A useful check: our per-capita figures multiplied by population should broadly match published total spending from PESA and departmental accounts. They will not match exactly. PESA includes capital spending, devolved variations, and accounting adjustments, but they should be in the same territory.
Transport: £47.4bn vs PESA £46.9bn (+1.0%) ✓
Local Government: £67.7bn vs PESA £67.0bn (+1.0%) ✓
Defence: £60.9bn vs MOD £60.2bn (+1.2%) ✓
Policing: £21.7bn vs Home Office £21.8bn (−0.5%) ✓
All external services: within 5% of published totals.

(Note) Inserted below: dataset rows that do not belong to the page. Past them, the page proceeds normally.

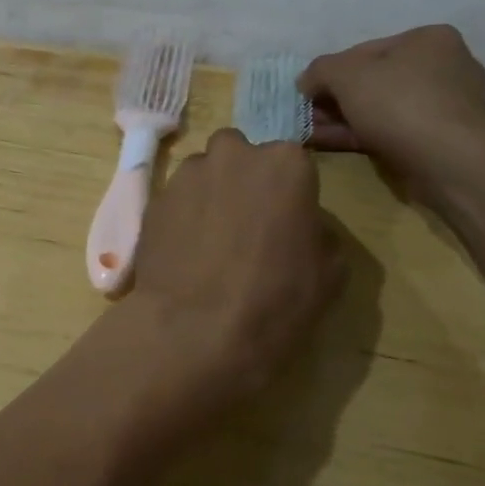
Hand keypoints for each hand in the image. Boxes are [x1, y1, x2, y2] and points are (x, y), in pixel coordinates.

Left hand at [127, 129, 345, 421]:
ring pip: (203, 173)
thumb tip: (304, 226)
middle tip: (246, 224)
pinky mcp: (154, 199)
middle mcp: (233, 154)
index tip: (286, 222)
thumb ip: (319, 232)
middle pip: (240, 155)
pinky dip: (182, 216)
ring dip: (209, 194)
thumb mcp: (331, 273)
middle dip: (242, 178)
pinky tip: (185, 254)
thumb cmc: (276, 301)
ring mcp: (187, 175)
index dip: (288, 192)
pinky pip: (176, 200)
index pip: (291, 163)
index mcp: (285, 163)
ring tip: (211, 242)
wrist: (195, 331)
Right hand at [298, 25, 484, 189]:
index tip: (306, 93)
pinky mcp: (439, 140)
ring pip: (379, 109)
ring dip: (341, 120)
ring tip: (308, 132)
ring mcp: (444, 107)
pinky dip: (358, 136)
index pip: (365, 50)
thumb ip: (319, 70)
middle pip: (372, 81)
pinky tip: (327, 143)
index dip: (329, 71)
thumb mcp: (345, 74)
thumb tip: (306, 82)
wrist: (450, 163)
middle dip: (334, 99)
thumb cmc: (400, 104)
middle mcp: (443, 67)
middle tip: (305, 115)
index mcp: (429, 39)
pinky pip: (390, 132)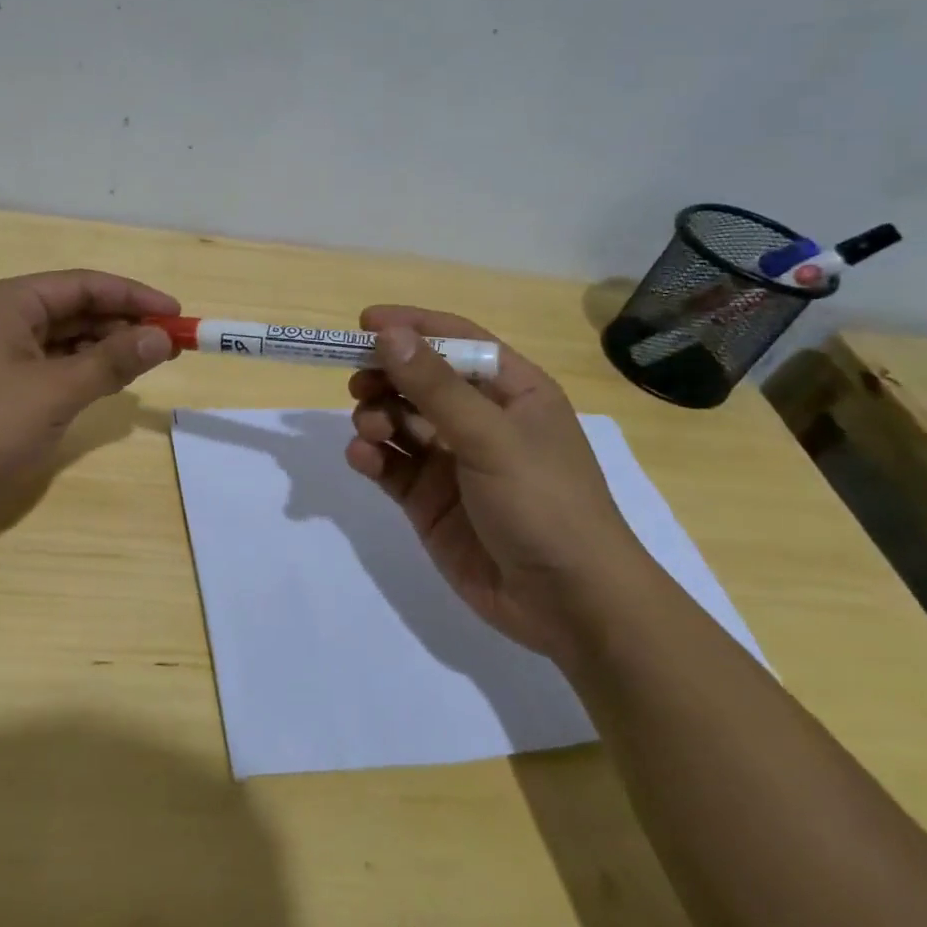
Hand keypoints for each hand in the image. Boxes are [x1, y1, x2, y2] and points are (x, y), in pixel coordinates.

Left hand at [0, 269, 178, 544]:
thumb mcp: (54, 393)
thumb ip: (111, 362)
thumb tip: (162, 337)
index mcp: (9, 302)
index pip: (84, 284)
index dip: (134, 296)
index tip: (177, 314)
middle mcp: (2, 317)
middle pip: (75, 308)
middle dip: (123, 323)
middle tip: (170, 344)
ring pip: (65, 338)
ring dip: (106, 348)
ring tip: (149, 362)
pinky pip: (51, 365)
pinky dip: (83, 370)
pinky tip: (110, 382)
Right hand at [345, 307, 653, 663]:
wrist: (568, 603)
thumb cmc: (543, 502)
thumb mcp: (490, 436)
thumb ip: (434, 385)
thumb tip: (388, 333)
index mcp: (512, 392)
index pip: (457, 341)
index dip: (413, 326)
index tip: (364, 323)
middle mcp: (480, 420)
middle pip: (420, 380)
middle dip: (386, 377)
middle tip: (358, 383)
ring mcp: (452, 461)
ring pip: (399, 421)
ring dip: (376, 416)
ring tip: (370, 431)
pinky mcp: (429, 499)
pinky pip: (391, 465)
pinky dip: (371, 457)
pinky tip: (363, 458)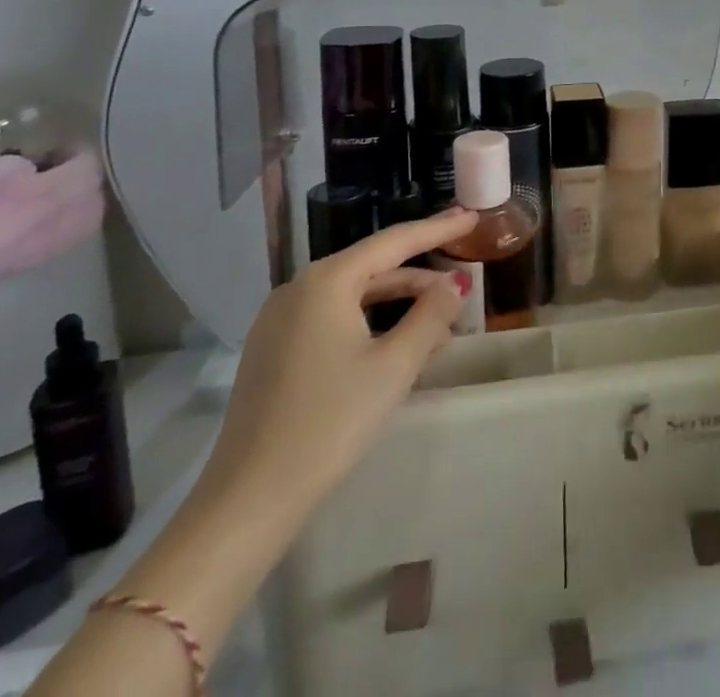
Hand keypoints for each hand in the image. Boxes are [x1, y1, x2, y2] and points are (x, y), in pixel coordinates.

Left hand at [195, 208, 478, 516]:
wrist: (249, 500)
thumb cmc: (330, 421)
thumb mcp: (394, 365)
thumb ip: (431, 315)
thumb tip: (455, 282)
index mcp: (326, 281)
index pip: (394, 241)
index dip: (437, 229)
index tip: (470, 218)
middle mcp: (299, 289)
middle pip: (373, 267)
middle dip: (421, 275)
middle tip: (463, 278)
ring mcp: (280, 321)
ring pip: (354, 296)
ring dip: (400, 304)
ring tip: (442, 321)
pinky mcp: (274, 351)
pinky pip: (333, 319)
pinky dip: (371, 322)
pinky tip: (399, 344)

The reconciliation confirms the per-capita figures are consistent with actual government spending. The small gaps reflect different definitions, devolved accounting, and rounding.
This is not an exact science. It is a careful estimate using the best available public data. If you believe any figure is wrong, or any methodology decision is unjustified, we want to know. The numbers are stronger for being challenged.